I think you absolutely want to have the "physics" data on the clients, too, so that you can give proper UI cues when the client tries to give commands that would walk through a wall or whatever.
If the server generates "secret" data (like the hand of cards in poker) then that should not be sent to the clients until they are supposed to see the data. This may include things like the actual presence of randomly-spawned mobs, for example. However, the location of spawn points and percent chance of spawning ("map data") that may only be useful on the server, can be loaded on the client without ill effect, if it makes the data format and code simpler. It'll just do nothing on the client.
Before anything thanks to the three of you, I'm just quoting the most "complete" answer.

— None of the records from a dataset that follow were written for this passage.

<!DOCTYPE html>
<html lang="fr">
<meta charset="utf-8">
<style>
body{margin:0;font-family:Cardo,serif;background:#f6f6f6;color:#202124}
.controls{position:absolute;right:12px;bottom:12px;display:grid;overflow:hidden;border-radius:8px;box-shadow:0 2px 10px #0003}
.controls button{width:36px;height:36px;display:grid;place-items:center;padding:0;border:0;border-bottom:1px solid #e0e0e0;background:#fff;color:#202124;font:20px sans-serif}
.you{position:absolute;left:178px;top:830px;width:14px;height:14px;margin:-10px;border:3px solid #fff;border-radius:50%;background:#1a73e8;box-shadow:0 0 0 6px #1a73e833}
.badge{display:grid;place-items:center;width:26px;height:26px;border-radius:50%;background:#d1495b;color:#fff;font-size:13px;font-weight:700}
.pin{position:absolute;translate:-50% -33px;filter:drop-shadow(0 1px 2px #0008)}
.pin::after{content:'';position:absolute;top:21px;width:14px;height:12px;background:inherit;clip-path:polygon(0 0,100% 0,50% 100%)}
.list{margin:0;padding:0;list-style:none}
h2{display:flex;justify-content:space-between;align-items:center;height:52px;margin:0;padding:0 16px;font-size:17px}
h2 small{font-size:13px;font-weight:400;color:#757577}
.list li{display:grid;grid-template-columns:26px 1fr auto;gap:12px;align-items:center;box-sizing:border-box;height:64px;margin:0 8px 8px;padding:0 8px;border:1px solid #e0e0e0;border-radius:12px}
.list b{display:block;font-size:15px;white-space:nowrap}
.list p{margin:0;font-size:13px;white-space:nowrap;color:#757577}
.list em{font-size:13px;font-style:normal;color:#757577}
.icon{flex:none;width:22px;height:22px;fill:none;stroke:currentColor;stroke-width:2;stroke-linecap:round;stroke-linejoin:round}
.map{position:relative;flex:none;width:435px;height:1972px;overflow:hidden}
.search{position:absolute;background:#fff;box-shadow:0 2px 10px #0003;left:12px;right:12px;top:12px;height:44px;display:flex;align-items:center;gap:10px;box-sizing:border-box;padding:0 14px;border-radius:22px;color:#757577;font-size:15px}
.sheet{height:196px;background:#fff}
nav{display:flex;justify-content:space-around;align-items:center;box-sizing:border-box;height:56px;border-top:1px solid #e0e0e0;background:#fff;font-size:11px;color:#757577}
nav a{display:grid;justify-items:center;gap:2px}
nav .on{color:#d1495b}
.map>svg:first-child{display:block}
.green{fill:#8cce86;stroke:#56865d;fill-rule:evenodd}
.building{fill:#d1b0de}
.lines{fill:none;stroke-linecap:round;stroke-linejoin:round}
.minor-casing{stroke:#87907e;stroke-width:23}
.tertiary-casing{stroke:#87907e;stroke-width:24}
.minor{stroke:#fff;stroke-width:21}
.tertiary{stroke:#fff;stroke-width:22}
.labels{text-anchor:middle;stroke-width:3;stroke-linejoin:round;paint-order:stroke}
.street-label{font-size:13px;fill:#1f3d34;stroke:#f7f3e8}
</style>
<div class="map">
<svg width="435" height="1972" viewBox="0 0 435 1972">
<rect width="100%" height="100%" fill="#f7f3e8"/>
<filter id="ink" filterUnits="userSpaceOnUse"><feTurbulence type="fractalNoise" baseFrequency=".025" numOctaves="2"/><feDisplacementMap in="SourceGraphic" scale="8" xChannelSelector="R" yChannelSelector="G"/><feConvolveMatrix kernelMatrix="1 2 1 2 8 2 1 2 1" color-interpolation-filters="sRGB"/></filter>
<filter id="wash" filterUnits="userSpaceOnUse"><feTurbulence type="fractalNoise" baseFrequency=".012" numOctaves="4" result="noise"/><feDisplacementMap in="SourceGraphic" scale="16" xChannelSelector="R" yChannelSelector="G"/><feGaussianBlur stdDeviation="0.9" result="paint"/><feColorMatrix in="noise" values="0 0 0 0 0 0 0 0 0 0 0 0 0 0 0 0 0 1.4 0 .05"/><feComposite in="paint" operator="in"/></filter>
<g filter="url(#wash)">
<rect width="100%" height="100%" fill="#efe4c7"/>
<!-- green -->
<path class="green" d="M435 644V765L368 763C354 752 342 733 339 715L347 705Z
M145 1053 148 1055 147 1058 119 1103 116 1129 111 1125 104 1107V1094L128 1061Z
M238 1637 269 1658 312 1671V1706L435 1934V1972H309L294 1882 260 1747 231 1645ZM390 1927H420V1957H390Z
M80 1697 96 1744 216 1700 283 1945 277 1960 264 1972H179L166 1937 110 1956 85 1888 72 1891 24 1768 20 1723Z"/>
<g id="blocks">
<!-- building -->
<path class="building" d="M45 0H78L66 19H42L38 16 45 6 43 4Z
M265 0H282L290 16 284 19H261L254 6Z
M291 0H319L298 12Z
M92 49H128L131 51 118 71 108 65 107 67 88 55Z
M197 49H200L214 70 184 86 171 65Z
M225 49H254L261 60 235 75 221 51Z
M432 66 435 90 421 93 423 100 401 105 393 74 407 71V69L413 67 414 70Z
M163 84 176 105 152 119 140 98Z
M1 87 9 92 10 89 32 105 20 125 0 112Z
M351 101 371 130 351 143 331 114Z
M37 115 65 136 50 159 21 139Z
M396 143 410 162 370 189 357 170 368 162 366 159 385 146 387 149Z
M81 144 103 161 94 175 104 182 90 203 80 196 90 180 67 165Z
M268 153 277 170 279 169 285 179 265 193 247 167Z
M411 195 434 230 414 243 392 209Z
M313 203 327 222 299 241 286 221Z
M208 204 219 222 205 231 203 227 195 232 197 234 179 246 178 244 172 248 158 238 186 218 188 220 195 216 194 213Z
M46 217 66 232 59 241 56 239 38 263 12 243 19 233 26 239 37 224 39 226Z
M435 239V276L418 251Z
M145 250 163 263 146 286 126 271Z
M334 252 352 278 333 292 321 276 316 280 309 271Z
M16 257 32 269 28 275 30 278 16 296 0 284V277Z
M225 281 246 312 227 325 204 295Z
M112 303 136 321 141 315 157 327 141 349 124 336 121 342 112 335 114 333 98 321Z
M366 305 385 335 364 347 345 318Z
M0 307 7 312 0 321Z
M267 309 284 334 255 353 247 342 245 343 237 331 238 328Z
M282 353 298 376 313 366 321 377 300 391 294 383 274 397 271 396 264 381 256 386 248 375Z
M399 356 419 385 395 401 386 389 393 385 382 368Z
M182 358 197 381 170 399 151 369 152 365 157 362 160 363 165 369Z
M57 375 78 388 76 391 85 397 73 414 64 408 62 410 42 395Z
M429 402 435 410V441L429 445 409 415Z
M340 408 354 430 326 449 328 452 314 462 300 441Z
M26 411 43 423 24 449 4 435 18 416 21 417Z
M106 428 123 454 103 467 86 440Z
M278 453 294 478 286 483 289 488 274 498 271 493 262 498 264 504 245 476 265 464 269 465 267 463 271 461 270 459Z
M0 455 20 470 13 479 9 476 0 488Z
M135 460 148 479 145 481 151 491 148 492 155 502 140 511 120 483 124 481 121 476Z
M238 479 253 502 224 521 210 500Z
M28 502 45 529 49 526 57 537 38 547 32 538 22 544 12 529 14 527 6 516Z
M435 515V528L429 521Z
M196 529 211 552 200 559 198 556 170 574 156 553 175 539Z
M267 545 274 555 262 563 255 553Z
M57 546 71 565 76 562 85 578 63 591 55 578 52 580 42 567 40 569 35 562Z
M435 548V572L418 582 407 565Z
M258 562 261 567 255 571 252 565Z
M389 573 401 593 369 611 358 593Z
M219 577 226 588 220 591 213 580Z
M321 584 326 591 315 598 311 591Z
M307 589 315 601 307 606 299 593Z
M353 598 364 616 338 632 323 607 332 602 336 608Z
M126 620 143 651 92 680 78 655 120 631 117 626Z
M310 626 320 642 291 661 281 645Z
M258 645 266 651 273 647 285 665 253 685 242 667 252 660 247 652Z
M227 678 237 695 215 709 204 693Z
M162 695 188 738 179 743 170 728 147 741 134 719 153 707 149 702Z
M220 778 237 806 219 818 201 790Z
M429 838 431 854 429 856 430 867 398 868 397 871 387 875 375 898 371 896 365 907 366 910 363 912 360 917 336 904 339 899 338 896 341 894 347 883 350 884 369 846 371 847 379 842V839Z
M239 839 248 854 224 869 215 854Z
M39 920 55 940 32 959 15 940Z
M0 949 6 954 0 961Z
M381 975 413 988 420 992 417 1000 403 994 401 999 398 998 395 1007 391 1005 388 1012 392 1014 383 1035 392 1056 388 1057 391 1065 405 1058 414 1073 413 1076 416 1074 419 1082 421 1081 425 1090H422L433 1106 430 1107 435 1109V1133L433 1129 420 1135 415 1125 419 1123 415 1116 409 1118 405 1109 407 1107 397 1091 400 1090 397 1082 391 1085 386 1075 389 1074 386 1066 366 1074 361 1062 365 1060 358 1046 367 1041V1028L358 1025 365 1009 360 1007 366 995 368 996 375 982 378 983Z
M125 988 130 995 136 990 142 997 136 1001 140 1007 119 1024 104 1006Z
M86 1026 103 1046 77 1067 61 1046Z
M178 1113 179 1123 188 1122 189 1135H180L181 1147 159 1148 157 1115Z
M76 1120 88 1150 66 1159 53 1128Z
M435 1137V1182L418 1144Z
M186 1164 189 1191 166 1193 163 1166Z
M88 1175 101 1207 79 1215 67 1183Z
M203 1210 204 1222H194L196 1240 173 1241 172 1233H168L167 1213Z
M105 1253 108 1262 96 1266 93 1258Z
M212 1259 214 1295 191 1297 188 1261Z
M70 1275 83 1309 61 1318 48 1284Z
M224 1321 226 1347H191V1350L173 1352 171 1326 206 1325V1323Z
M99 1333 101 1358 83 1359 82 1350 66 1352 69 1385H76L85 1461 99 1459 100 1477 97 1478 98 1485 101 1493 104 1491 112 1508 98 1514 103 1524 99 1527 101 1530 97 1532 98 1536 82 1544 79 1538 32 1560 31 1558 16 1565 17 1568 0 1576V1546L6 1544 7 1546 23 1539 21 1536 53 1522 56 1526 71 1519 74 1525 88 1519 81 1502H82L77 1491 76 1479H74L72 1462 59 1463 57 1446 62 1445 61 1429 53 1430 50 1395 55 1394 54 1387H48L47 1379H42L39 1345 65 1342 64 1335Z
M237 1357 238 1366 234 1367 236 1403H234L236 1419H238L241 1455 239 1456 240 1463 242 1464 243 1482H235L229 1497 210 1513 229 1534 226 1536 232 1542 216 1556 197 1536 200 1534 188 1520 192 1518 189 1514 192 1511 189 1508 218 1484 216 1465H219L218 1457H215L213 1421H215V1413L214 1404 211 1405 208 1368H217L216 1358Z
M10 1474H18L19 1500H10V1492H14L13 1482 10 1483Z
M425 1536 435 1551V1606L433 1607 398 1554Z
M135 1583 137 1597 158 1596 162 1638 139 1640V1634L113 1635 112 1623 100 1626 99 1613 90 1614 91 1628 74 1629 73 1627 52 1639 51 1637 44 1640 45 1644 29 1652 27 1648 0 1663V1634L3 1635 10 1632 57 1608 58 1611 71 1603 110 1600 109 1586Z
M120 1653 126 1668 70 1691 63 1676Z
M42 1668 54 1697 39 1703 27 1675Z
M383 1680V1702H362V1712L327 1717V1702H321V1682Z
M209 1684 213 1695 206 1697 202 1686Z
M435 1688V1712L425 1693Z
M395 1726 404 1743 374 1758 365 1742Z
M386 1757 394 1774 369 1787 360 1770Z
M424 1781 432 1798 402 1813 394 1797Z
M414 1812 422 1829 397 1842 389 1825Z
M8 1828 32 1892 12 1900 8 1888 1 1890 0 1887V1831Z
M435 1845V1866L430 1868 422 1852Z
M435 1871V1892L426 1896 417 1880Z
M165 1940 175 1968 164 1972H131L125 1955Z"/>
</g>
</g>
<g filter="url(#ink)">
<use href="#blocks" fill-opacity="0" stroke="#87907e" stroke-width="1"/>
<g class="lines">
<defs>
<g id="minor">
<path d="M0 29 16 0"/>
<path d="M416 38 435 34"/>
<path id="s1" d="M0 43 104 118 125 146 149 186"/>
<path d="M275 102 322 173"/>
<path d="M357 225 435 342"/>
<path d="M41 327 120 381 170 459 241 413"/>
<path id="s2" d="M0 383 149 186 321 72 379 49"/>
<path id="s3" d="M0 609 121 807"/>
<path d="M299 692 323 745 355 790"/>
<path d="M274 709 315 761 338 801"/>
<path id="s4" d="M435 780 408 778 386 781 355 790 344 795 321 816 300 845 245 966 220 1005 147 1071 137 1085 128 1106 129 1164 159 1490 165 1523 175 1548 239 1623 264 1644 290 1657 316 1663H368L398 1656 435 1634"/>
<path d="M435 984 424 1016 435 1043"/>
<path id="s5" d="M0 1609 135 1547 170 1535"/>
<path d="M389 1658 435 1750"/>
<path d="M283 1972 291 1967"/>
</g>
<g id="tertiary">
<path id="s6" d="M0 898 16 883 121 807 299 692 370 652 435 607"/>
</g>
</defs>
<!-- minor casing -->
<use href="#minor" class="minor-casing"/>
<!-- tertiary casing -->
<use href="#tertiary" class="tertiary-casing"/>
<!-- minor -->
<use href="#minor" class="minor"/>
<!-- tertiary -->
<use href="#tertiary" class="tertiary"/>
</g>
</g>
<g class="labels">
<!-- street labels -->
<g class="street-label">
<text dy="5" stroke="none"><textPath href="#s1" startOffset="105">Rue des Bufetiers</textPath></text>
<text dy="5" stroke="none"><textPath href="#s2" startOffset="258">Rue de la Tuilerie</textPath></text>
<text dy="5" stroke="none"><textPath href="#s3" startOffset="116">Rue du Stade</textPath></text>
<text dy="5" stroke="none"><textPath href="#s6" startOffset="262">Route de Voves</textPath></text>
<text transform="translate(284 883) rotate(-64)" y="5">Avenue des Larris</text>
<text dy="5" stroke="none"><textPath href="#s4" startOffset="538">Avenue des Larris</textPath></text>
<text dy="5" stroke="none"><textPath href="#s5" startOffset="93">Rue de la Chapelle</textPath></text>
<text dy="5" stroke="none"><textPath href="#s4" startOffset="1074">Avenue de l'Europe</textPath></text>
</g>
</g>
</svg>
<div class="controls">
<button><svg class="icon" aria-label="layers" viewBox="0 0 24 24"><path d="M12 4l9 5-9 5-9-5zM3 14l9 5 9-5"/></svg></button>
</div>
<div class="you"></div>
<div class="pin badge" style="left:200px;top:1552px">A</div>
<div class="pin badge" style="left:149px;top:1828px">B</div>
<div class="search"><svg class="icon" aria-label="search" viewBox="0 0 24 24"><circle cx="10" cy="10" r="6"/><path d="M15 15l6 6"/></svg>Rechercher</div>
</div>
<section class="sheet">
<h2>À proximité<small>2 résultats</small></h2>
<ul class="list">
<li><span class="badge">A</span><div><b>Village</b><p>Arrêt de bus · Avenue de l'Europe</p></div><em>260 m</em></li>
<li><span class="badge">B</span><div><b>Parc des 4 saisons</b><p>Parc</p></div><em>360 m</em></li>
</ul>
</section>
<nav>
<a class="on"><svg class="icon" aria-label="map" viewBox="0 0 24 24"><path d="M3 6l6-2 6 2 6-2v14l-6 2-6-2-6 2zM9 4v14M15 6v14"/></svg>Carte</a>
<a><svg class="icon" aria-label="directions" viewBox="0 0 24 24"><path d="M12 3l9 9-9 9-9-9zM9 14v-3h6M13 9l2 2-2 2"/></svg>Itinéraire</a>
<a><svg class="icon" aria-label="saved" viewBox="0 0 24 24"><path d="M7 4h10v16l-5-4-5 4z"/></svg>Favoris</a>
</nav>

Well, I've trying to do something like what you said, for example I'm designing my maps in a way I will be able to ignore the graphics related part completely when I'm loading it on the server, and you guys pretty much helped with some stuff I was dubious about. And about the info about spawning stuff and all I'm designing it in a way that I won't have to worry about it on the client side, I will just have to worry about a monster when it's actually there, not before it.